Rob's stomach flipped, churning with anger and pain. He pushed the bloody images to the back of his mind. "No. I'd never." Rob balled his hands. He should've been used to that by now—having Antônio's fate pinned on his back. Still, having Léon saying it... having Léon think he'd kill a person like that...!

"Well, I don't really care, to be honest." Léon's cold tone contrasted with the volcano inside Rob's chest. "But that's not gonna happen with my people. Hurt one of those two, and I'll kill you myself." He leaned in. "Sacou?"

Rob nodded, his lips pursed tight.

"Good." Léon's tone smoothed. "Be a good boy, and you won't have to worry."

Rob took in another deep breath. Leo's perfume was multi-layered. It had a spicy, wooden oak scent with an oriental touch and a human, natural, warm layer underneath. Masculine, he would say. With well-hidden frailty. He also smelled confusion and pain, and fear. Lots of it. But those eyes... those eyes showed nothing but solitude.

Rob breathed in again... there was something else there.

Mayor Brash had always told Roberto that people from the Old Continent—people like Léon and Satina, who lived near the coast—were weakened by the atomic bombs' radiation. Still, Rob could feel the power inside Léon. It reached out to him and brushed its ethereal fingers on his goosebump-covered skin.

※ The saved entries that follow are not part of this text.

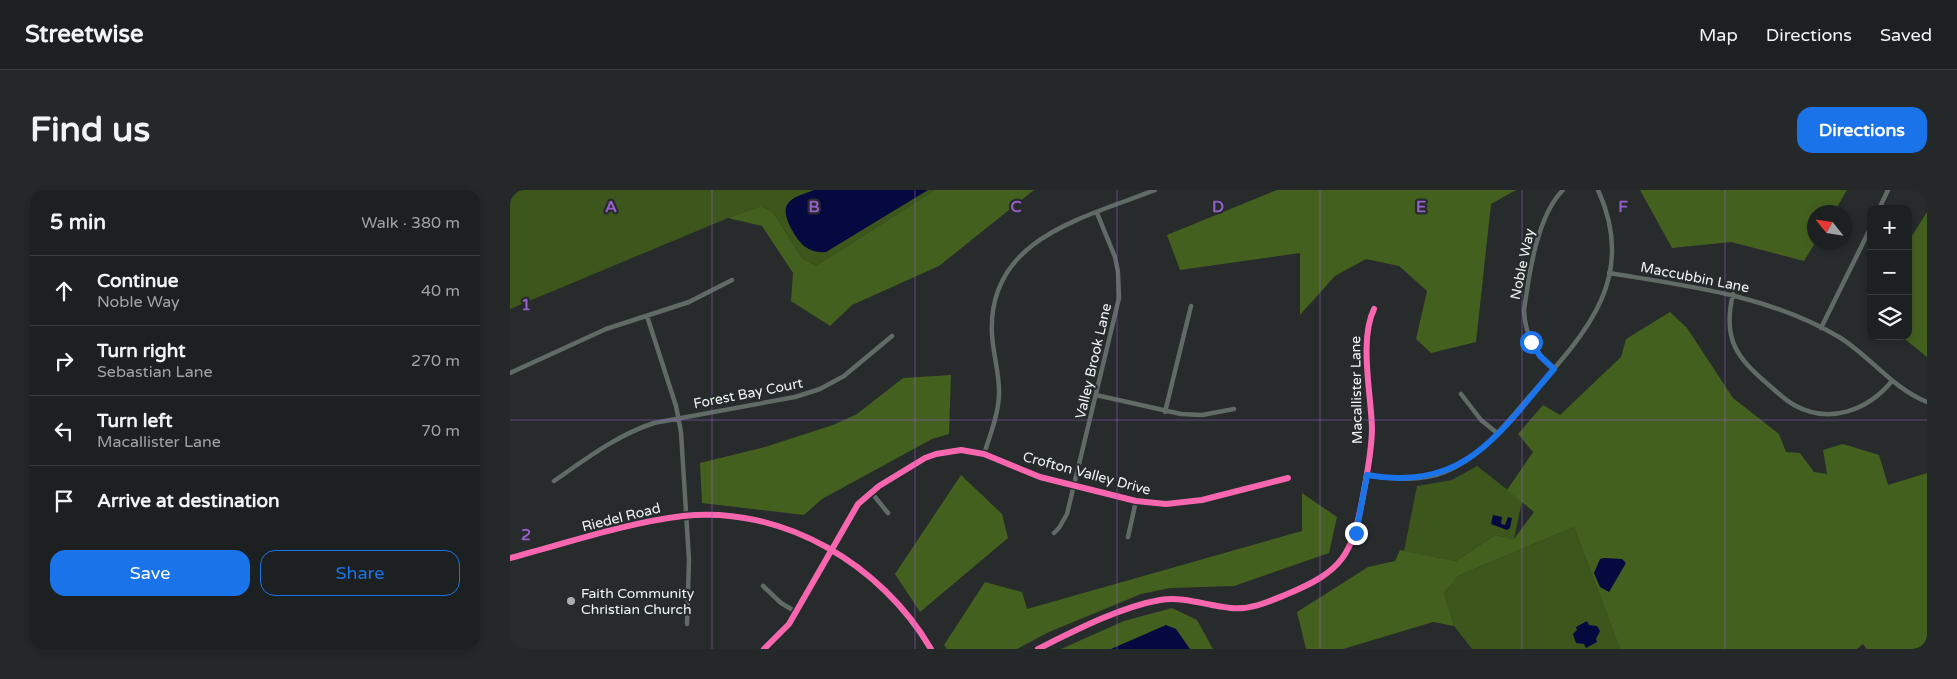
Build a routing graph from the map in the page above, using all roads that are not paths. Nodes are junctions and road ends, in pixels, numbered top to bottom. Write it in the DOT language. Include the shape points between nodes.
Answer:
graph roads {
  1 [pos="1155,190"];
  2 [pos="1563,190"];
  3 [pos="1598,190"];
  4 [pos="1888,190"];
  5 [pos="1881,205"];
  6 [pos="1097,213"];
  7 [pos="1867,235"];
  8 [pos="1609,273"];
  9 [pos="732,280"];
  10 [pos="1733,294"];
  11 [pos="1192,306"];
  12 [pos="1374,309"];
  13 [pos="647,316"];
  14 [pos="1821,328"];
  15 [pos="892,336"];
  16 [pos="1554,369"];
  17 [pos="510,373"];
  18 [pos="1892,381"];
  19 [pos="1461,394"];
  20 [pos="1096,395"];
  21 [pos="1927,402"];
  22 [pos="1234,409"];
  23 [pos="1166,412"];
  24 [pos="679,418"];
  25 [pos="1497,433"];
  26 [pos="984,454"];
  27 [pos="1367,475"];
  28 [pos="1288,478"];
  29 [pos="554,481"];
  30 [pos="1074,486"];
  31 [pos="871,492"];
  32 [pos="1136,501"];
  33 [pos="888,513"];
  34 [pos="686,516"];
  35 [pos="1054,533"];
  36 [pos="1128,538"];
  37 [pos="832,550"];
  38 [pos="510,558"];
  39 [pos="763,586"];
  40 [pos="796,612"];
  41 [pos="687,624"];
  42 [pos="764,649"];
  43 [pos="931,649"];
  44 [pos="1038,649"];
  1 -- 6 [label="street"];
  2 -- 16 [label="street, Noble Way" via="1544,217 1524,310 1531,342"];
  3 -- 8 [label="street" via="1610,234"];
  4 -- 5 [label="street"];
  6 -- 20 [label="street, Valley Brook Lane" via="1115,257 1119,284 1117,310"];
  6 -- 26 [label="street" via="1052,232 1026,248 1002,282 992,326 998,407"];
  7 -- 14 [label="street"];
  8 -- 10 [label="street, Maccubbin Lane"];
  8 -- 16 [label="street" via="1601,302 1589,326"];
  9 -- 13 [label="street" via="689,302"];
  10 -- 14 [label="street, Maccubbin Lane"];
  10 -- 18 [label="street" via="1729,321 1736,350 1749,368 1795,406 1822,414 1845,413 1873,400"];
  11 -- 23 [label="street"];
  12 -- 27 [label="street, Macallister Lane" via="1367,330 1372,430"];
  13 -- 17 [label="street" via="606,329"];
  13 -- 24 [label="street"];
  14 -- 18 [label="street, Maccubbin Lane" via="1852,346"];
  15 -- 24 [label="street, Forest Bay Court" via="844,376 820,389 795,397"];
  16 -- 25 [label="street"];
  18 -- 21 [label="street, Maccubbin Lane"];
  19 -- 25 [label="street" via="1481,420"];
  20 -- 23 [label="street"];
  20 -- 30 [label="street, Valley Brook Lane"];
  22 -- 23 [label="street" via="1202,414"];
  24 -- 29 [label="street, Forest Bay Court" via="654,422 629,432"];
  24 -- 34 [label="street"];
  25 -- 27 [label="street" via="1471,458 1437,475 1401,479"];
  26 -- 30 [label="street, Crofton Valley Drive" via="1028,474"];
  26 -- 31 [label="street, Crofton Valley Drive" via="961,450 936,454"];
  27 -- 44 [label="street, Macallister Lane" via="1351,546 1337,566 1319,580 1271,601 1241,608 1184,600 1150,602"];
  28 -- 32 [label="street, Crofton Valley Drive" via="1188,503"];
  30 -- 32 [label="street, Crofton Valley Drive"];
  30 -- 35 [label="street, Valley Brook Lane" via="1064,521"];
  31 -- 33 [label="street"];
  31 -- 37 [label="street, Crofton Valley Drive" via="853,512"];
  32 -- 36 [label="street"];
  34 -- 37 [label="street, Riedel Road" via="727,517 774,526"];
  34 -- 38 [label="street, Riedel Road" via="638,524"];
  34 -- 41 [label="street" via="689,568"];
  37 -- 40 [label="street, Crofton Valley Drive"];
  37 -- 43 [label="street, Riedel Road" via="881,586 910,618"];
  39 -- 40 [label="street"];
  40 -- 42 [label="street, Crofton Valley Drive"];
}
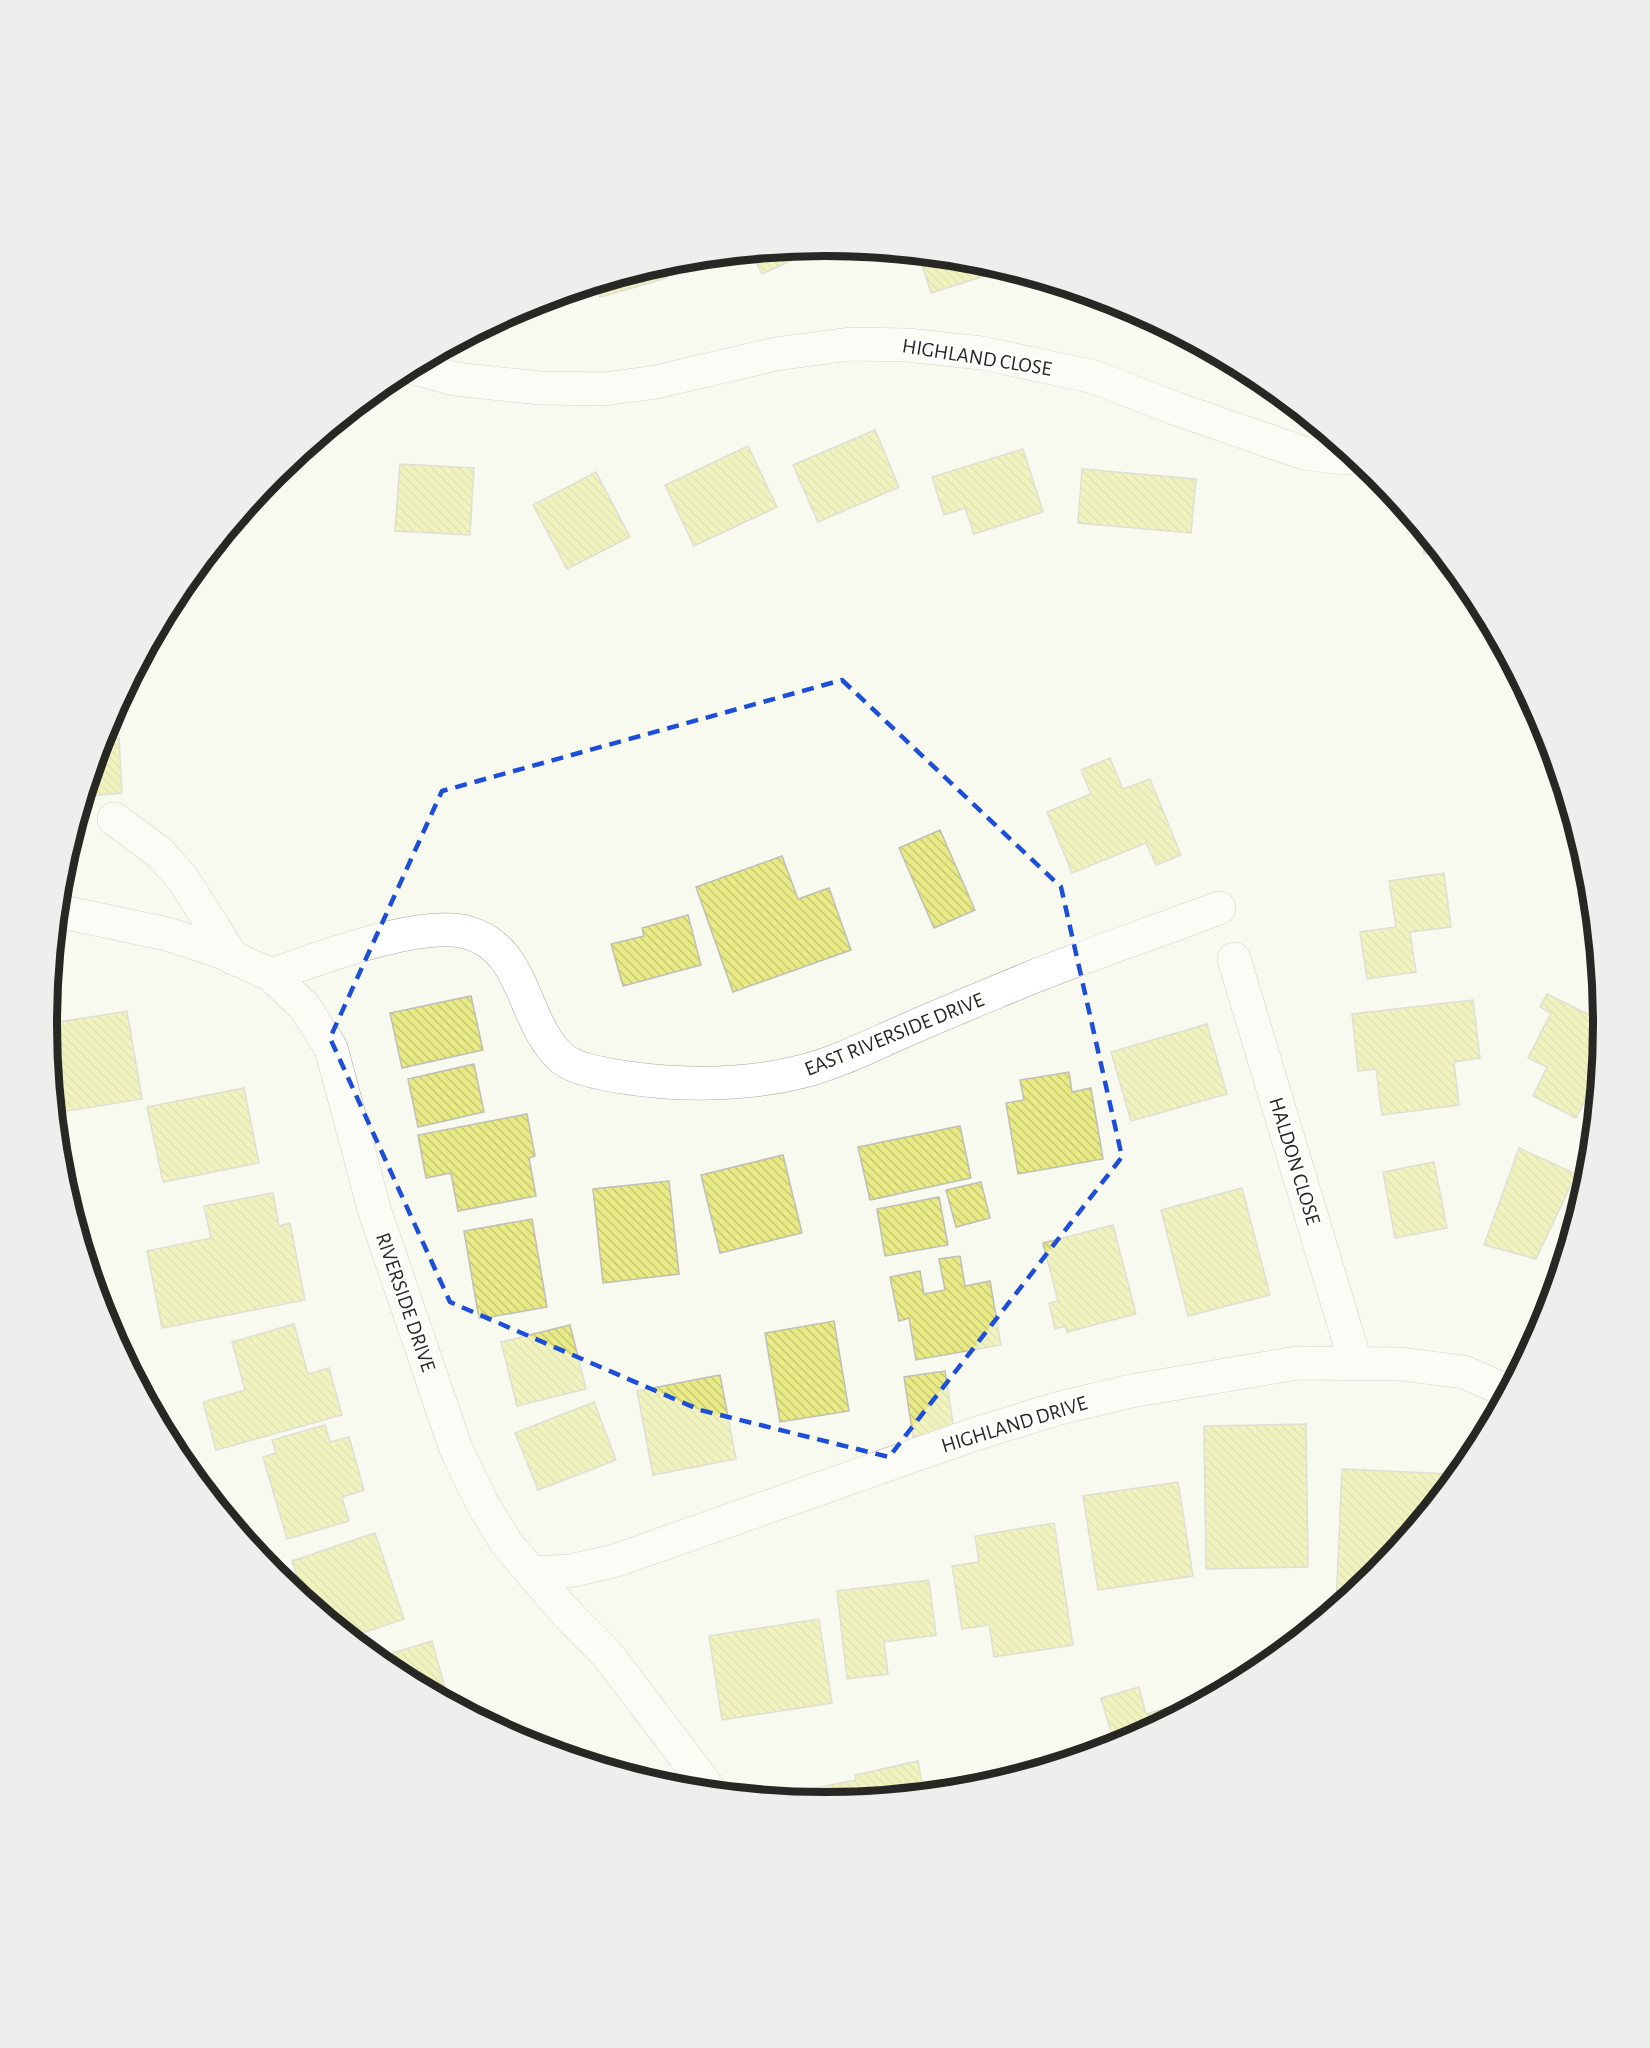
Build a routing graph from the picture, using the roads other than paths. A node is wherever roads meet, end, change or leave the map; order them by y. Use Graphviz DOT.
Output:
graph roads {
  1 [pos="423,370"];
  2 [pos="1343,458"];
  3 [pos="114,819"];
  4 [pos="1219,908"];
  5 [pos="66,914"];
  6 [pos="233,958"];
  7 [pos="1234,959"];
  8 [pos="271,975"];
  9 [pos="1356,1364"];
  10 [pos="1501,1388"];
  11 [pos="533,1573"];
  12 [pos="704,1782"];
  1 -- 2 [label="street, HIGHLAND CLOSE"];
  3 -- 6 [label="street"];
  4 -- 8 [label="street, EAST RIVERSIDE DRIVE"];
  5 -- 6 [label="street, RIVERSIDE DRIVE"];
  6 -- 8 [label="street, RIVERSIDE DRIVE"];
  7 -- 9 [label="street, HALDON CLOSE"];
  8 -- 11 [label="street, RIVERSIDE DRIVE"];
  9 -- 10 [label="street, HIGHLAND DRIVE"];
  9 -- 11 [label="street, HIGHLAND DRIVE"];
  11 -- 12 [label="street, RIVERSIDE DRIVE"];
}
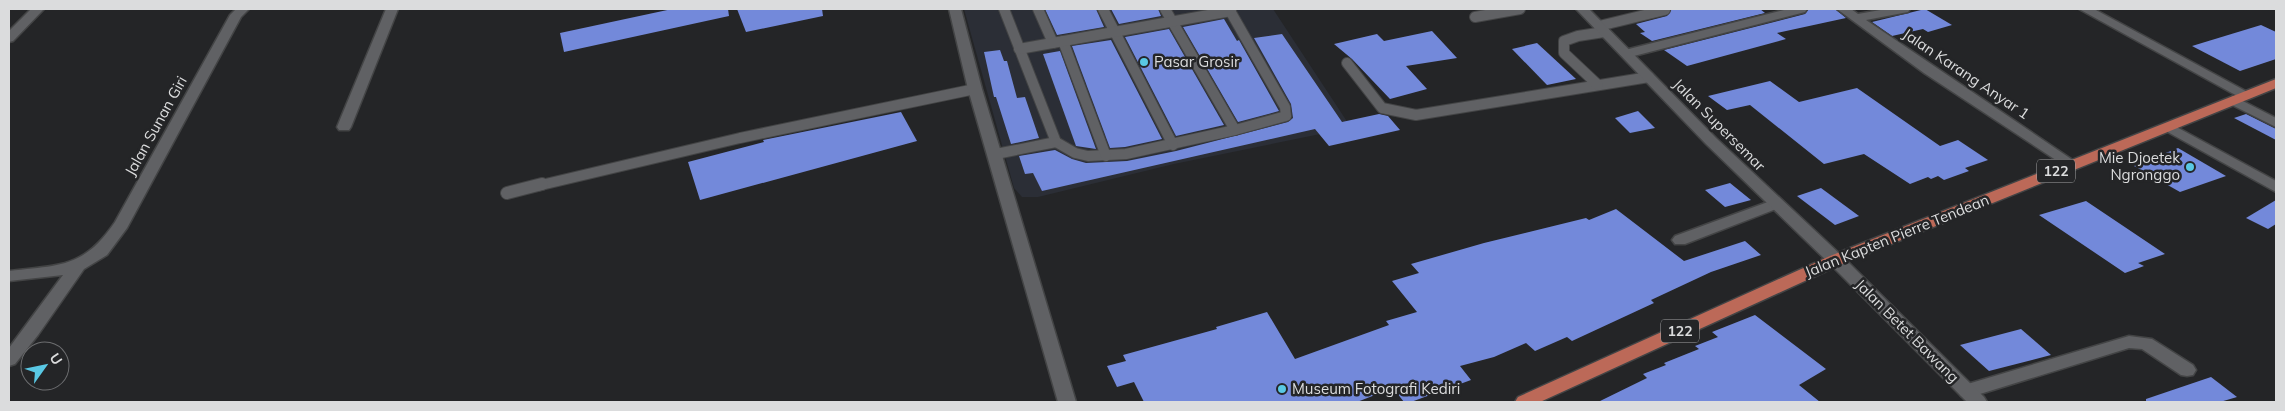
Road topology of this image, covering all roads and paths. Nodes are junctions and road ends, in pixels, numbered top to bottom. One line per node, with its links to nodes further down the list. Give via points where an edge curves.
1 (38, 9): 22 (street)
2 (243, 9): 45 (street, Jalan Sunan Giri, via 231,23 122,224 110,242)
3 (392, 9): 33 (street)
4 (955, 9): 30 (street)
5 (1004, 9): 24 (lane)
6 (1038, 9): 23 (lane)
7 (1104, 9): 21 (lane)
8 (1165, 9): 19 (lane)
9 (1520, 9): 17 (lane)
10 (1582, 9): 20 (street, Jalan Supersemar)
11 (1801, 9): 25 (street)
12 (1843, 9): 18 (street, Jalan Karang Anyar 1)
13 (1904, 9): 18 (street)
14 (2084, 9): 31 (street)
15 (1230, 10): 19 (lane); 35 (lane, via 1287,112 1283,118)
16 (1665, 10): 20 (lane)
17 (1475, 16)
18 (1856, 18): 40 (street, Jalan Karang Anyar 1)
19 (1173, 22): 21 (lane); 35 (lane)
20 (1602, 29): 25 (street, Jalan Supersemar); 29 (lane, via 1564,41 1564,53)
21 (1115, 32): 23 (lane); 37 (lane)
22 (9, 38)
23 (1058, 42): 24 (lane); 39 (lane)
24 (1019, 49): 36 (lane)
25 (1626, 54): 27 (street, Jalan Supersemar)
26 (1347, 63): 29 (lane, via 1382,108 1416,115)
27 (1649, 77): 29 (lane); 43 (street, Jalan Supersemar)
28 (2276, 83): 31 (main road, Jalan Kapten Pierre Tendean / 122)
29 (1598, 85)
30 (975, 89): 38 (street); 42 (lane, via 744,137)
31 (2240, 97): 32 (street); 34 (main road, Jalan Kapten Pierre Tendean / 122)
32 (2276, 122)
33 (344, 127)
34 (2169, 127): 40 (main road, Jalan Kapten Pierre Tendean / 122); 41 (street)
35 (1235, 130): 37 (lane)
36 (1056, 142): 38 (lane); 39 (lane, via 1075,153)
37 (1173, 145): 39 (lane)
38 (996, 154): 51 (street)
39 (1106, 156)
40 (2073, 165): 46 (main road, Jalan Kapten Pierre Tendean / 122)
41 (2276, 187)
42 (507, 193)
43 (1776, 204): 44 (street); 46 (street, Jalan Supersemar)
44 (1680, 240)
45 (86, 260): 47 (street, via 55,270); 48 (street, Jalan Sunan Giri)
46 (1836, 260): 50 (street, Jalan Betet Bawang); 52 (main road, Jalan Kapten Pierre Tendean / 122)
47 (9, 276)
48 (9, 360)
49 (2187, 370): 50 (street, via 2146,343 2128,342)
50 (1973, 397)
51 (1067, 402)
52 (1524, 402)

Caged. Your power is caged.

Léon took a step forward, and his gaze sharpened. "Will you be a good boy, Roberto?" He placed a hand on Rob's shoulder.

That touch... it felt so good. Rob swallowed and cut the effect of his power, trying to control his heartbeat. "Yes."

His fingers slid from Rob's shoulder, and Léon took a step back, whispering, "Are you a wolf in sheep's clothing, I wonder."

Shaking his head, Rob raised his chin. "I'm a bear. Not a wolf."

Léon smirked. He crossed his arms and bumped past Rob, walking towards the elevator with a perfectly straight posture. Not a moment later, the doors opened. "That's what we're gonna see. I'm hungry. C'mon in, let's go back."